Malware hidden in Minecraft plugins is a real problem. Before you install a plugin on your server, search this public registry to confirm who actually published it — every entry ties a Spigot, Modrinth, or CurseForge plugin to a verified VerifyUGC developer and their Trust Score.

This verifies the developer, not the code. A registered, verified developer is a strong signal that a plugin isn't a malicious re-upload — but always download from the official listing and scan untrusted JARs. Registration is a dated claim, not legal proof of ownership.

Register your plugin

Publish a plugin? Register it here so server operators can verify it’s really yours — and so re-uploads and impersonators have a public, dated record to contend with. Verified plugins also build your developer Trust Score.

Register a plugin →
Requires a free VerifyUGC account with a linked Minecraft profile.

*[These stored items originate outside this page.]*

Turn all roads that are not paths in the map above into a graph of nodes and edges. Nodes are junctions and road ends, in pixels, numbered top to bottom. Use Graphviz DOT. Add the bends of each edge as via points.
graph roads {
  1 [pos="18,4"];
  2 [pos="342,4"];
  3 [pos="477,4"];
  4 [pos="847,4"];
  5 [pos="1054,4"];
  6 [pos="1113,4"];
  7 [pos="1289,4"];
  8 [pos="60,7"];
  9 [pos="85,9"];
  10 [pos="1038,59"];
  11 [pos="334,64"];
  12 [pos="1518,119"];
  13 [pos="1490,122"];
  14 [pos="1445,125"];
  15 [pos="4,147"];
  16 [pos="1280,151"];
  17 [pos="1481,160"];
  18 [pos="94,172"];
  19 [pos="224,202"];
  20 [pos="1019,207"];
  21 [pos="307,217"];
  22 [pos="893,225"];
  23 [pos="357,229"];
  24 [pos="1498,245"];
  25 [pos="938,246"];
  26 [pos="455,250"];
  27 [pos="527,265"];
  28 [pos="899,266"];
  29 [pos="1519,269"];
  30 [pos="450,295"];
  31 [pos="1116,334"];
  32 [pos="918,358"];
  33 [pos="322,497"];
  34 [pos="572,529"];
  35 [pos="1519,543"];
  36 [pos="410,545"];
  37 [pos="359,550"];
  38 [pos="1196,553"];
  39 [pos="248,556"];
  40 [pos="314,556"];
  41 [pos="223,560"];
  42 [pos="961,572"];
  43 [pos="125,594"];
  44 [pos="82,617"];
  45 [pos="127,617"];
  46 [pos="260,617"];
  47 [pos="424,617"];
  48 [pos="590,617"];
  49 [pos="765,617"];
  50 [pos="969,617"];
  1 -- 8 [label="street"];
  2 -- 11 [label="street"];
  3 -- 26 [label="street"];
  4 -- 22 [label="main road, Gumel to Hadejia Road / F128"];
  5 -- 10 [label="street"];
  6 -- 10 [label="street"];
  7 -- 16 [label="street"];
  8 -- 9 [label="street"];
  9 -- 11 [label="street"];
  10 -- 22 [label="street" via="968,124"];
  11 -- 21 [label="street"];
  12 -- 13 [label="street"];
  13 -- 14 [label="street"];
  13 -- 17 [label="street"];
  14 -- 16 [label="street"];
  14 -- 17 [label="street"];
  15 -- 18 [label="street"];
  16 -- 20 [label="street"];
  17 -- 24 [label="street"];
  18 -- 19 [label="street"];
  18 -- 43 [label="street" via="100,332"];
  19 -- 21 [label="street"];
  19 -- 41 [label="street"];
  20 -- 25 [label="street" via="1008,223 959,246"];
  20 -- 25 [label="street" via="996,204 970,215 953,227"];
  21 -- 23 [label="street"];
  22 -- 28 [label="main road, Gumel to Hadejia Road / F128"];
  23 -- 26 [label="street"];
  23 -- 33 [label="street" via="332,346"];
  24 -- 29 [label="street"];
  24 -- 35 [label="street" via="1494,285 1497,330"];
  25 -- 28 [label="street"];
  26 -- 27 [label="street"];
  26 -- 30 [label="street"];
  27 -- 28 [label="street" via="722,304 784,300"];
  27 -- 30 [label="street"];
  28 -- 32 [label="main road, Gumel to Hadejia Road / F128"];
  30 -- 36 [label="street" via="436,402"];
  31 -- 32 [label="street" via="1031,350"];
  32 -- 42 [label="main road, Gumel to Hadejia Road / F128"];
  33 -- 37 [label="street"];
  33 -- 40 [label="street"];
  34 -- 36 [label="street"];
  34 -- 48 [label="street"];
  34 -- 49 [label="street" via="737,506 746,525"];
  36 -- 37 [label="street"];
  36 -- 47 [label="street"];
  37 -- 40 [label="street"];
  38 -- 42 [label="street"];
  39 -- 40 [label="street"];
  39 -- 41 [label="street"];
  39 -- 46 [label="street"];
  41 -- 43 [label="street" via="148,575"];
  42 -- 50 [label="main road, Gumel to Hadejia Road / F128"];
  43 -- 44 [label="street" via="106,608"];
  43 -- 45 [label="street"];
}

How to check if a Minecraft plugin is safe

The most common way servers get compromised is by installing a plugin from an unofficial re-upload — a copy of a popular plugin with malware (a backdoor, a token logger, or a crypto-miner) bolted on. The plugin code itself looks fine; the danger is that you downloaded it from the wrong place, published by someone pretending to be the real developer.

This registry attacks that problem from the identity angle. Search the plugin name or the developer’s handle to see whether the plugin is registered to a verified developer, what their VerifyUGC Trust Score is, and which platform (Spigot, Modrinth, or CurseForge) the official listing lives on. A verified developer with a strong, long-standing Trust Score is far safer than an anonymous mirror.

Verify a Minecraft plugin developer

Each registry entry shows the developer’s @handle and 0–250 Trust Score, the platform the plugin is published on, the registered version, and the date the claim was filed. Click through to a developer’s profile to see their linked accounts, reviews, and history.

Minecraft plugin malware check

Identity verification doesn’t scan code — it confirms provenance. Use the registry to make sure a plugin comes from the real developer, then download only from the official listing the entry links to, and run untrusted JARs through a scanner before deploying them to a production server.